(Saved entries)
====
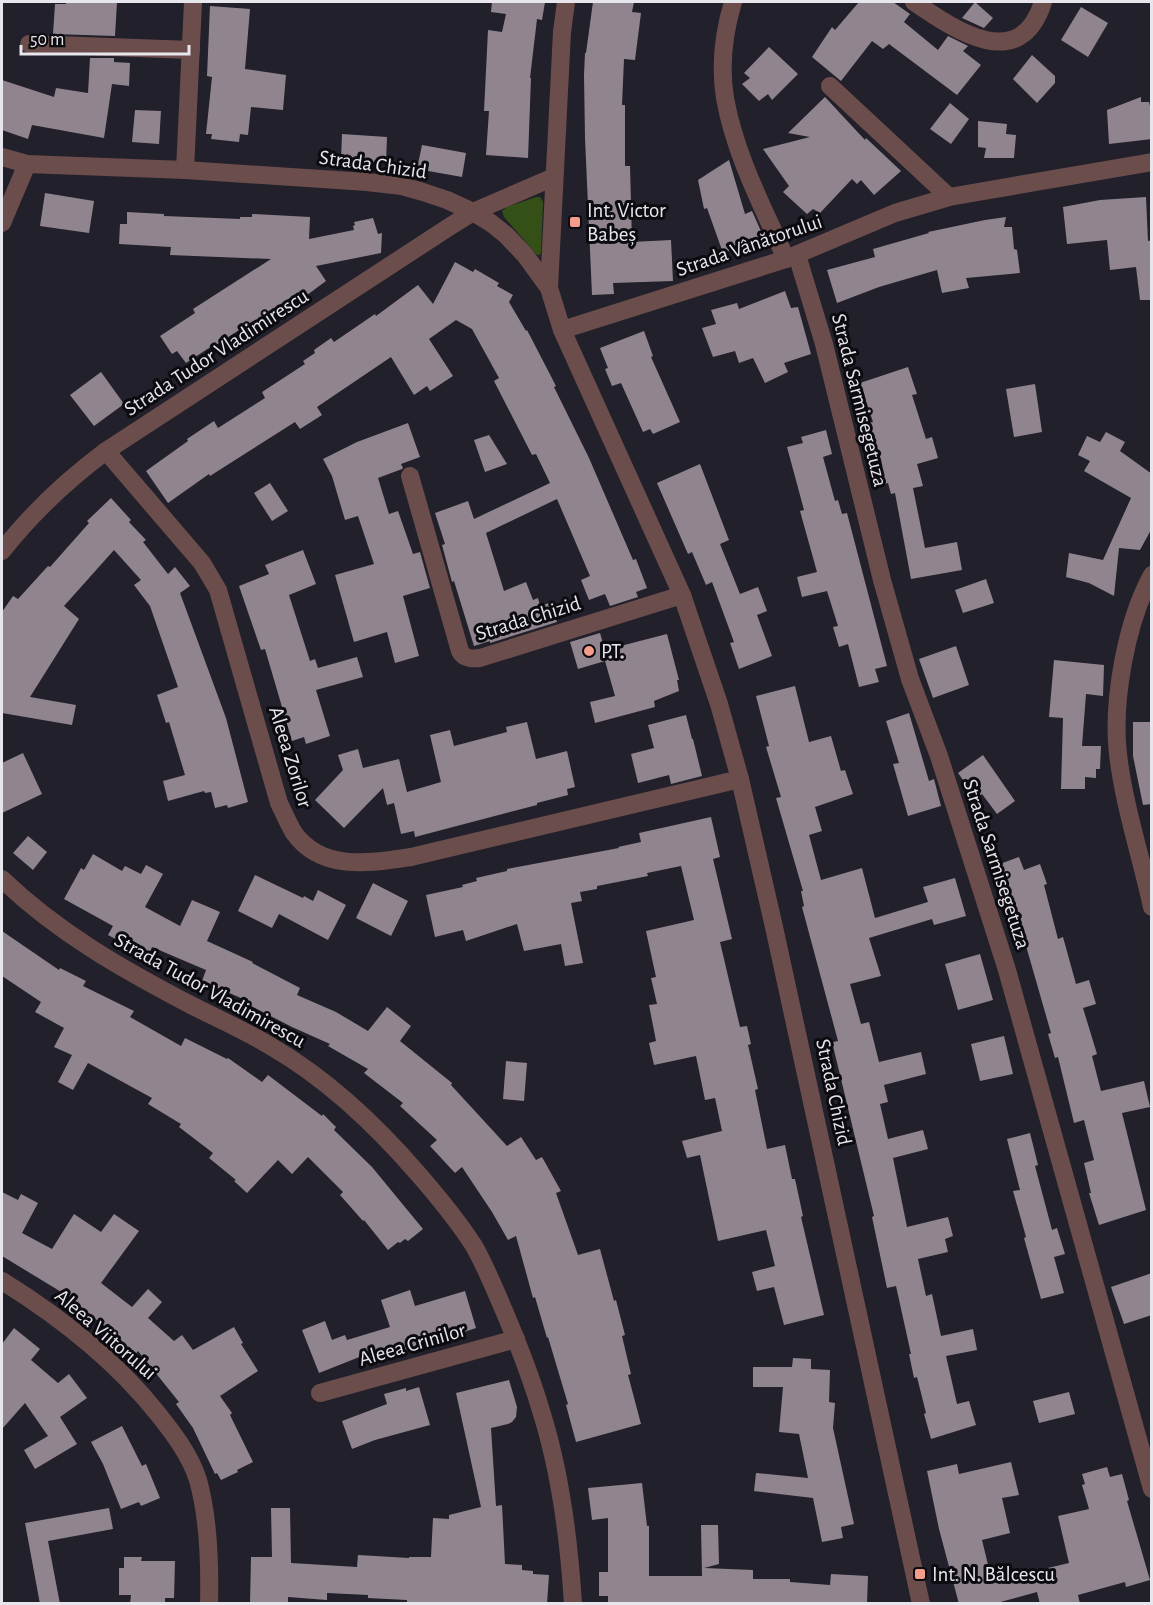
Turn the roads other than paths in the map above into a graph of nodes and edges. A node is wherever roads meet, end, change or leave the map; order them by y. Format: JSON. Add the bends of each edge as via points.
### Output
{"nodes":[{"id":1,"x":193,"y":2,"type":"edge"},
{"id":2,"x":566,"y":2,"type":"edge"},
{"id":3,"x":733,"y":2,"type":"edge"},
{"id":4,"x":914,"y":2,"type":"edge"},
{"id":5,"x":1043,"y":2,"type":"edge"},
{"id":6,"x":29,"y":44,"type":"dead end"},
{"id":7,"x":191,"y":50,"type":"junction"},
{"id":8,"x":830,"y":86,"type":"dead end"},
{"id":9,"x":2,"y":157,"type":"edge"},
{"id":10,"x":1152,"y":162,"type":"edge"},
{"id":11,"x":27,"y":164,"type":"junction"},
{"id":12,"x":185,"y":170,"type":"junction"},
{"id":13,"x":554,"y":177,"type":"junction"},
{"id":14,"x":949,"y":197,"type":"junction"},
{"id":15,"x":474,"y":212,"type":"junction"},
{"id":16,"x":2,"y":223,"type":"edge"},
{"id":17,"x":792,"y":257,"type":"junction"},
{"id":18,"x":549,"y":288,"type":"junction"},
{"id":19,"x":562,"y":330,"type":"junction"},
{"id":20,"x":106,"y":451,"type":"junction"},
{"id":21,"x":410,"y":476,"type":"dead end"},
{"id":22,"x":2,"y":551,"type":"edge"},
{"id":23,"x":1152,"y":575,"type":"edge"},
{"id":24,"x":682,"y":595,"type":"junction"},
{"id":25,"x":740,"y":779,"type":"junction"},
{"id":26,"x":2,"y":879,"type":"edge"},
{"id":27,"x":1152,"y":907,"type":"edge"},
{"id":28,"x":2,"y":1281,"type":"edge"},
{"id":29,"x":516,"y":1339,"type":"junction"},
{"id":30,"x":320,"y":1393,"type":"dead end"},
{"id":31,"x":1152,"y":1489,"type":"edge"},
{"id":32,"x":209,"y":1604,"type":"edge"},
{"id":33,"x":573,"y":1604,"type":"edge"},
{"id":34,"x":921,"y":1604,"type":"edge"}],
"edges":[{"from":1,"to":7,"type":"street"},
{"from":2,"to":13,"type":"street"},
{"from":3,"to":17,"type":"street","name":"Strada Sarmisegetuza","via":[[724,50],[729,117],[753,186]]},
{"from":4,"to":5,"type":"street","via":[[948,25],[994,42],[1014,39],[1030,28]]},
{"from":6,"to":7,"type":"street"},
{"from":7,"to":12,"type":"street"},
{"from":8,"to":14,"type":"street"},
{"from":9,"to":11,"type":"street","name":"Strada Chizid"},
{"from":10,"to":14,"type":"street","name":"Strada Vânătorului"},
{"from":11,"to":12,"type":"street","name":"Strada Chizid"},
{"from":11,"to":16,"type":"street"},
{"from":12,"to":15,"type":"street","name":"Strada Chizid","via":[[402,186]]},
{"from":13,"to":15,"type":"street","name":"Strada Tudor Vladimirescu"},
{"from":13,"to":18,"type":"street"},
{"from":14,"to":17,"type":"street","name":"Strada Vânătorului","via":[[895,213]]},
{"from":15,"to":18,"type":"street","name":"Strada Chizid","via":[[525,255]]},
{"from":15,"to":20,"type":"street","name":"Strada Tudor Vladimirescu"},
{"from":17,"to":19,"type":"street","name":"Strada Vânătorului"},
{"from":17,"to":31,"type":"street","name":"Strada Sarmisegetuza","via":[[832,374],[910,679],[939,756],[1007,970]]},
{"from":18,"to":19,"type":"street","name":"Strada Chizid"},
{"from":19,"to":24,"type":"street","name":"Strada Chizid"},
{"from":20,"to":22,"type":"street","name":"Strada Tudor Vladimirescu","via":[[51,497]]},
{"from":20,"to":25,"type":"street","name":"Aleea Zorilor","via":[[202,563],[218,590],[279,803],[296,835],[317,853],[345,862],[382,862]]},
{"from":21,"to":24,"type":"street","name":"Strada Chizid","via":[[460,651],[468,658],[480,658]]},
{"from":23,"to":27,"type":"street","via":[[1130,635],[1118,704],[1118,753],[1126,803]]},
{"from":24,"to":25,"type":"street","name":"Strada Chizid"},
{"from":25,"to":34,"type":"street","name":"Strada Chizid"},
{"from":26,"to":29,"type":"street","name":"Strada Tudor Vladimirescu","via":[[44,916],[110,962],[272,1046],[323,1081],[372,1124],[442,1201],[474,1246]]},
{"from":28,"to":32,"type":"street","name":"Aleea Viitorului","via":[[36,1302],[108,1360],[142,1394],[189,1457],[205,1515]]},
{"from":29,"to":30,"type":"street","name":"Aleea Crinilor"},
{"from":29,"to":33,"type":"street","name":"Strada Tudor Vladimirescu","via":[[543,1415],[560,1489]]}]}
====
#### [ASSIGNMENT]
Leave out the images and transcribe all the records exactly.

#### [COMPLETED TASK]
Turn the roads other than paths in the map above into a graph of nodes and edges. A node is wherever roads meet, end, change or leave the map; order them by y. Format: JSON. Add the bends of each edge as via points.
### Output
{"nodes":[{"id":1,"x":193,"y":2,"type":"edge"},
{"id":2,"x":566,"y":2,"type":"edge"},
{"id":3,"x":733,"y":2,"type":"edge"},
{"id":4,"x":914,"y":2,"type":"edge"},
{"id":5,"x":1043,"y":2,"type":"edge"},
{"id":6,"x":29,"y":44,"type":"dead end"},
{"id":7,"x":191,"y":50,"type":"junction"},
{"id":8,"x":830,"y":86,"type":"dead end"},
{"id":9,"x":2,"y":157,"type":"edge"},
{"id":10,"x":1152,"y":162,"type":"edge"},
{"id":11,"x":27,"y":164,"type":"junction"},
{"id":12,"x":185,"y":170,"type":"junction"},
{"id":13,"x":554,"y":177,"type":"junction"},
{"id":14,"x":949,"y":197,"type":"junction"},
{"id":15,"x":474,"y":212,"type":"junction"},
{"id":16,"x":2,"y":223,"type":"edge"},
{"id":17,"x":792,"y":257,"type":"junction"},
{"id":18,"x":549,"y":288,"type":"junction"},
{"id":19,"x":562,"y":330,"type":"junction"},
{"id":20,"x":106,"y":451,"type":"junction"},
{"id":21,"x":410,"y":476,"type":"dead end"},
{"id":22,"x":2,"y":551,"type":"edge"},
{"id":23,"x":1152,"y":575,"type":"edge"},
{"id":24,"x":682,"y":595,"type":"junction"},
{"id":25,"x":740,"y":779,"type":"junction"},
{"id":26,"x":2,"y":879,"type":"edge"},
{"id":27,"x":1152,"y":907,"type":"edge"},
{"id":28,"x":2,"y":1281,"type":"edge"},
{"id":29,"x":516,"y":1339,"type":"junction"},
{"id":30,"x":320,"y":1393,"type":"dead end"},
{"id":31,"x":1152,"y":1489,"type":"edge"},
{"id":32,"x":209,"y":1604,"type":"edge"},
{"id":33,"x":573,"y":1604,"type":"edge"},
{"id":34,"x":921,"y":1604,"type":"edge"}],
"edges":[{"from":1,"to":7,"type":"street"},
{"from":2,"to":13,"type":"street"},
{"from":3,"to":17,"type":"street","name":"Strada Sarmisegetuza","via":[[724,50],[729,117],[753,186]]},
{"from":4,"to":5,"type":"street","via":[[948,25],[994,42],[1014,39],[1030,28]]},
{"from":6,"to":7,"type":"street"},
{"from":7,"to":12,"type":"street"},
{"from":8,"to":14,"type":"street"},
{"from":9,"to":11,"type":"street","name":"Strada Chizid"},
{"from":10,"to":14,"type":"street","name":"Strada Vânătorului"},
{"from":11,"to":12,"type":"street","name":"Strada Chizid"},
{"from":11,"to":16,"type":"street"},
{"from":12,"to":15,"type":"street","name":"Strada Chizid","via":[[402,186]]},
{"from":13,"to":15,"type":"street","name":"Strada Tudor Vladimirescu"},
{"from":13,"to":18,"type":"street"},
{"from":14,"to":17,"type":"street","name":"Strada Vânătorului","via":[[895,213]]},
{"from":15,"to":18,"type":"street","name":"Strada Chizid","via":[[525,255]]},
{"from":15,"to":20,"type":"street","name":"Strada Tudor Vladimirescu"},
{"from":17,"to":19,"type":"street","name":"Strada Vânătorului"},
{"from":17,"to":31,"type":"street","name":"Strada Sarmisegetuza","via":[[832,374],[910,679],[939,756],[1007,970]]},
{"from":18,"to":19,"type":"street","name":"Strada Chizid"},
{"from":19,"to":24,"type":"street","name":"Strada Chizid"},
{"from":20,"to":22,"type":"street","name":"Strada Tudor Vladimirescu","via":[[51,497]]},
{"from":20,"to":25,"type":"street","name":"Aleea Zorilor","via":[[202,563],[218,590],[279,803],[296,835],[317,853],[345,862],[382,862]]},
{"from":21,"to":24,"type":"street","name":"Strada Chizid","via":[[460,651],[468,658],[480,658]]},
{"from":23,"to":27,"type":"street","via":[[1130,635],[1118,704],[1118,753],[1126,803]]},
{"from":24,"to":25,"type":"street","name":"Strada Chizid"},
{"from":25,"to":34,"type":"street","name":"Strada Chizid"},
{"from":26,"to":29,"type":"street","name":"Strada Tudor Vladimirescu","via":[[44,916],[110,962],[272,1046],[323,1081],[372,1124],[442,1201],[474,1246]]},
{"from":28,"to":32,"type":"street","name":"Aleea Viitorului","via":[[36,1302],[108,1360],[142,1394],[189,1457],[205,1515]]},
{"from":29,"to":30,"type":"street","name":"Aleea Crinilor"},
{"from":29,"to":33,"type":"street","name":"Strada Tudor Vladimirescu","via":[[543,1415],[560,1489]]}]}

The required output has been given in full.